Department of Biological Sciences, University of Illinois at Chicago, Chicago, Illinois, USA.
Department of Civil and Environmental Engineering, Northwestern University, Evanston, Illinois, USA.
Appl Environ Microbiol. 2018 Feb 14;84(5). doi: 10.1128/AEM.02168-17. Print 2018 Mar 1.
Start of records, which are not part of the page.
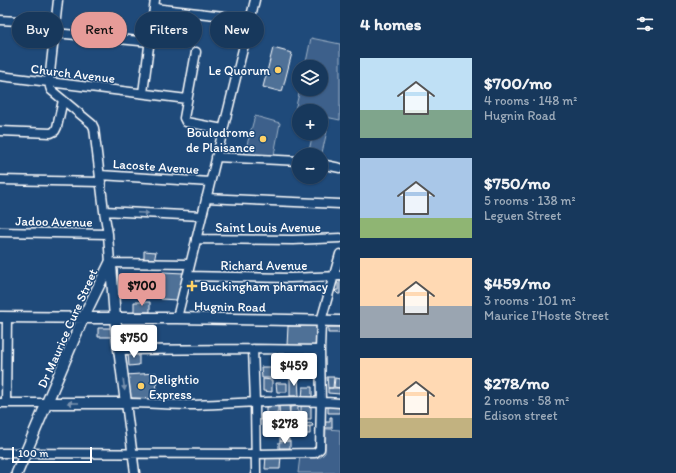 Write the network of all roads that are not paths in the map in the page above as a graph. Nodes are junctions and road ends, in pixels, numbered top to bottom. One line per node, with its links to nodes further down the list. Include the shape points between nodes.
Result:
1 (58, 0): 4 (street)
2 (255, 0): 5 (street)
3 (155, 4): 6 (street)
4 (57, 12)
5 (252, 12)
6 (210, 13)
7 (0, 20): 8 (street)
8 (12, 21)
9 (63, 34): 10 (street)
10 (135, 41)
11 (53, 48): 16 (street)
12 (149, 48): 17 (street)
13 (243, 48): 20 (street)
14 (196, 52): 18 (street)
15 (0, 76): 16 (street, Church Avenue)
16 (49, 85): 17 (street, Church Avenue); 19 (street)
17 (143, 93): 18 (street, Church Avenue)
18 (187, 99): 20 (street, via 184,118 186,122)
19 (63, 100): 21 (street, via 57,127 51,132); 26 (street, via 94,128)
20 (223, 128): 22 (street)
21 (0, 131)
22 (216, 157): 23 (street); 28 (street)
23 (292, 161)
24 (328, 165): 25 (street)
25 (340, 168)
26 (100, 179): 27 (street, Lacoste Avenue); 28 (street, Lacoste Avenue); 31 (street)
27 (0, 180)
28 (210, 182): 29 (street)
29 (206, 198): 30 (street); 32 (street)
30 (340, 204)
31 (104, 211): 32 (street, one-way to 32); 34 (street)
32 (202, 216): 36 (street)
33 (0, 232): 34 (street, Jadoo Avenue)
34 (108, 234): 38 (street)
35 (340, 238): 36 (street, Saint Louis Avenue)
36 (196, 239): 39 (street)
37 (340, 254): 41 (street)
38 (110, 263): 39 (street); 43 (main road, Dr Maurice Cure Street); 44 (main road)
39 (190, 264): 40 (street)
40 (187, 276): 41 (street, Richard Avenue); 45 (street)
41 (337, 276): 46 (street)
42 (4, 317): 43 (main road, Hugnin Road); 53 (street)
43 (83, 318): 44 (main road, Hugnin Road); 54 (main road, Dr Maurice Cure Street)
44 (115, 318): 45 (main road, Hugnin Road); 49 (main road)
45 (177, 318): 46 (main road, Hugnin Road)
46 (321, 321): 47 (main road, Hugnin Road); 50 (street)
47 (340, 321)
48 (253, 349): 49 (street); 50 (street); 51 (street)
49 (119, 350): 55 (main road, one-way to 55)
50 (320, 350): 52 (street)
51 (256, 402): 52 (street); 55 (street, via 192,405); 60 (street)
52 (321, 402): 56 (street); 60 (street, via 320,449 315,453)
53 (3, 403): 54 (street)
54 (47, 403): 55 (main road, one-way to 54); 58 (main road, Dr Maurice Cure Street)
55 (126, 403): 59 (street)
56 (340, 403)
57 (0, 453): 58 (street)
58 (25, 453): 59 (street); 61 (main road, Dr Maurice Cure Street)
59 (132, 453): 60 (street); 62 (street)
60 (256, 454): 63 (street)
61 (17, 473)
62 (135, 473)
63 (256, 473) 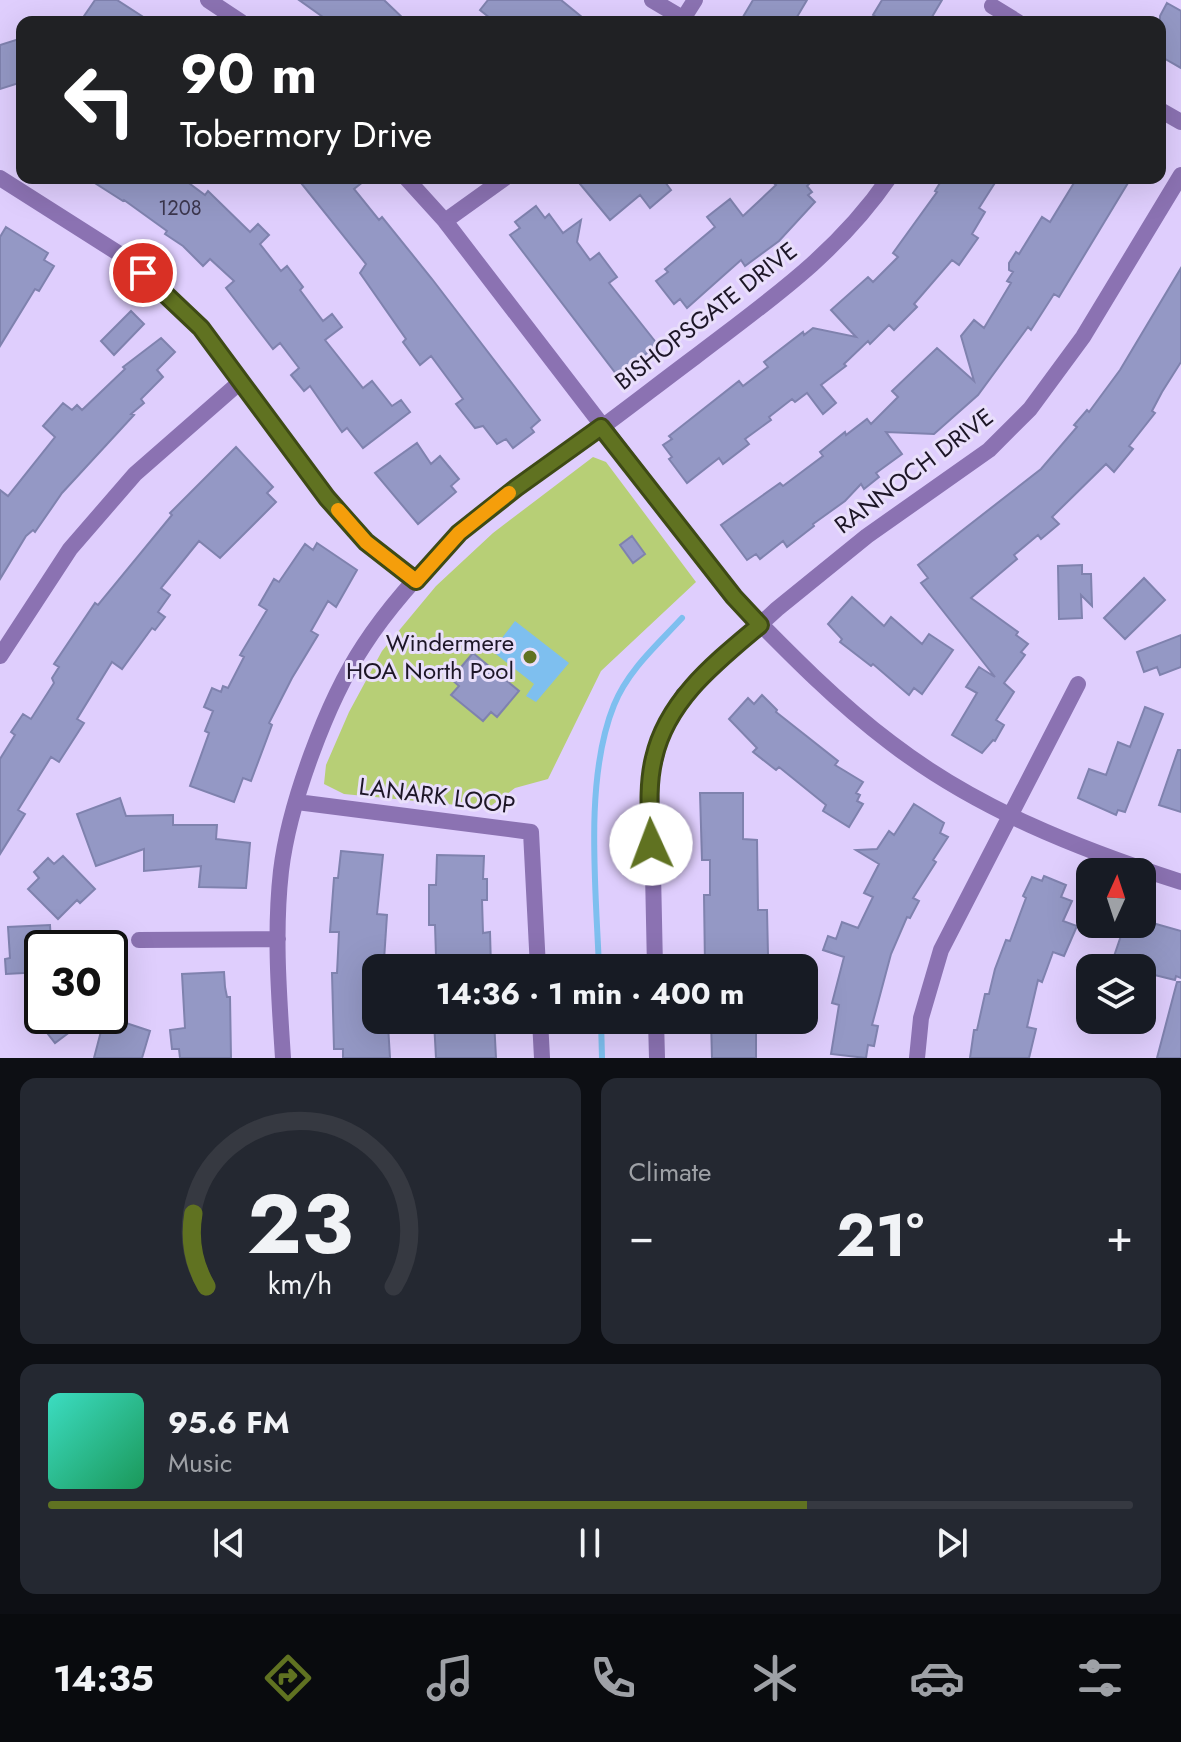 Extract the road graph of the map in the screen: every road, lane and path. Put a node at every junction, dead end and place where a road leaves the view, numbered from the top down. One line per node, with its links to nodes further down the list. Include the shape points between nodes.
1 (208, 0): 4 (street)
2 (652, 0): 5 (street)
3 (994, 3): 6 (street)
4 (232, 16)
5 (676, 16)
6 (1010, 16)
7 (1181, 175): 16 (street, RANNOCH DRIVE, via 1083,337 1030,409 989,450 867,536)
8 (0, 178): 13 (street, via 118,253 167,294 201,328)
9 (411, 184): 12 (street)
10 (497, 184): 12 (street)
11 (885, 184): 14 (street, BISHOPSGATE DRIVE, via 832,249)
12 (445, 221): 14 (street)
13 (239, 383): 15 (street, via 366,542); 17 (street, via 135,474 70,549)
14 (601, 427): 15 (street, BISHOPSGATE DRIVE, via 459,533); 16 (street)
15 (416, 581): 19 (street, BISHOPSGATE DRIVE, via 364,644 346,675)
16 (760, 625): 20 (street, via 891,744); 25 (street, RANNOCH DRIVE, via 683,695 663,729 650,802)
17 (0, 656)
18 (1078, 684): 20 (street)
19 (297, 802): 22 (street, BISHOPSGATE DRIVE, via 282,869); 24 (street, LANARK LOOP, via 531,832)
20 (1009, 816): 21 (street, via 1099,855); 31 (street, via 941,950 921,1018)
21 (1181, 882)
22 (278, 939): 23 (street); 28 (street, BISHOPSGATE DRIVE)
23 (139, 940)
24 (537, 954)
25 (655, 954)
26 (541, 1034): 29 (street)
27 (656, 1034): 30 (street)
28 (283, 1058)
29 (542, 1058)
30 (657, 1058)
31 (917, 1058) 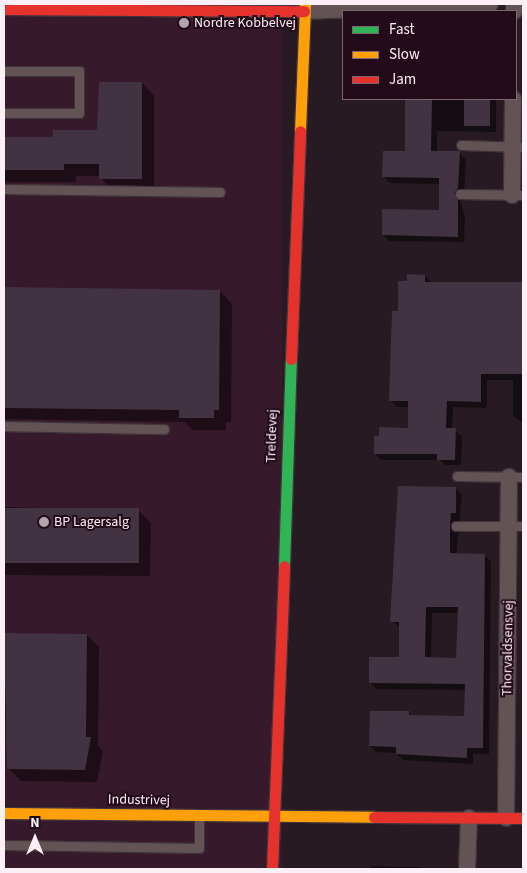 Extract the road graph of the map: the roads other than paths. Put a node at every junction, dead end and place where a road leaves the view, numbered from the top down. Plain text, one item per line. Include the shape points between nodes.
1 (480, 4) edge
2 (490, 4) edge
3 (25, 6) edge
4 (304, 7) edge
5 (4, 8) edge
6 (4, 70) edge
7 (513, 100) edge
8 (4, 112) edge
9 (461, 145) dead end
10 (518, 147) edge
11 (4, 189) edge
12 (220, 192) dead end
13 (460, 194) dead end
14 (518, 195) edge
15 (4, 426) edge
16 (164, 429) dead end
17 (457, 476) dead end
18 (516, 477) edge
19 (456, 526) dead end
20 (516, 526) edge
21 (4, 813) edge
22 (199, 816) junction
23 (273, 816) junction
24 (469, 818) junction
25 (506, 818) junction
26 (523, 818) edge
27 (4, 845) edge
28 (272, 869) edge
29 (467, 869) edge

1 - 2 street
1 - 4 street
3 - 4 street
3 - 5 street
4 - 23 street, Treldevej
6 - 8 lane via 79,71 79,113
7 - 10 street
9 - 10 lane
10 - 14 street
11 - 12 lane
13 - 14 lane
15 - 16 lane
17 - 18 lane
18 - 20 street, Thorvaldsensvej
19 - 20 lane
20 - 25 street, Thorvaldsensvej
21 - 22 street, Industrivej
22 - 23 street, Industrivej
22 - 27 lane via 199,848
23 - 24 street
23 - 28 street, Treldevej
24 - 25 street
24 - 29 street
25 - 26 street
Wastewater treatment plants (WWTPs) release treated effluent containing mobile genetic elements (MGEs), antibiotic resistance genes (ARGs), and microorganisms into the environment, yet little is known about their influence on nearby microbial communities and the retention of these factors in receiving water bodies. Our research aimed to characterize the genes and organisms from two different WWTPs that discharge into Lake Michigan, as well as from surrounding lake sediments to determine the dispersal and fate of these factors with respect to distance from the effluent outfall. Shotgun metagenomics coupled to distance-decay analyses showed a higher abundance of genes identical to those in WWTP effluent genes in sediments closer to outfall sites than in sediments farther away, indicating their possible WWTP origin. We also found genes attributed to organisms, such as those belonging to , , , and , in effluent from both WWTPs and decreasing in abundance in lake sediments with increased distance from WWTPs. Moreover, our results showed that the WWTPs likely influence the ARG composition in lake sediments close to the effluent discharge. Many of these ARGs were located on MGEs in both the effluent and sediment samples, indicating a relatively broad propensity for horizontal gene transfer (HGT). Our approach allowed us to specifically link genes to organisms and their genetic context, providing insight into WWTP impacts on natural microbial communities. Overall, our results suggest a substantial influence of wastewater effluent on gene content and microbial community structure in the sediments of receiving water bodies. Wastewater treatment plants (WWTPs) release their effluent into aquatic environments. Although treated, effluent retains many genes and microorganisms that have the potential to influence the receiving water in ways that are poorly understood. Here, we tracked the genetic footprint, including genes specific to antibiotic resistance and mobile genetic elements and their associated organisms, from WWTPs to lake sediments. Our work is novel in that we used metagenomic data sets to comprehensively evaluate total gene content and the genetic and taxonomic context of specific genes in environmental samples putatively impacted by WWTP inputs. Based on two different WWTPs with different treatment processes, our findings point to an influence of WWTPs on the presence, abundance, and composition of these factors in the environment.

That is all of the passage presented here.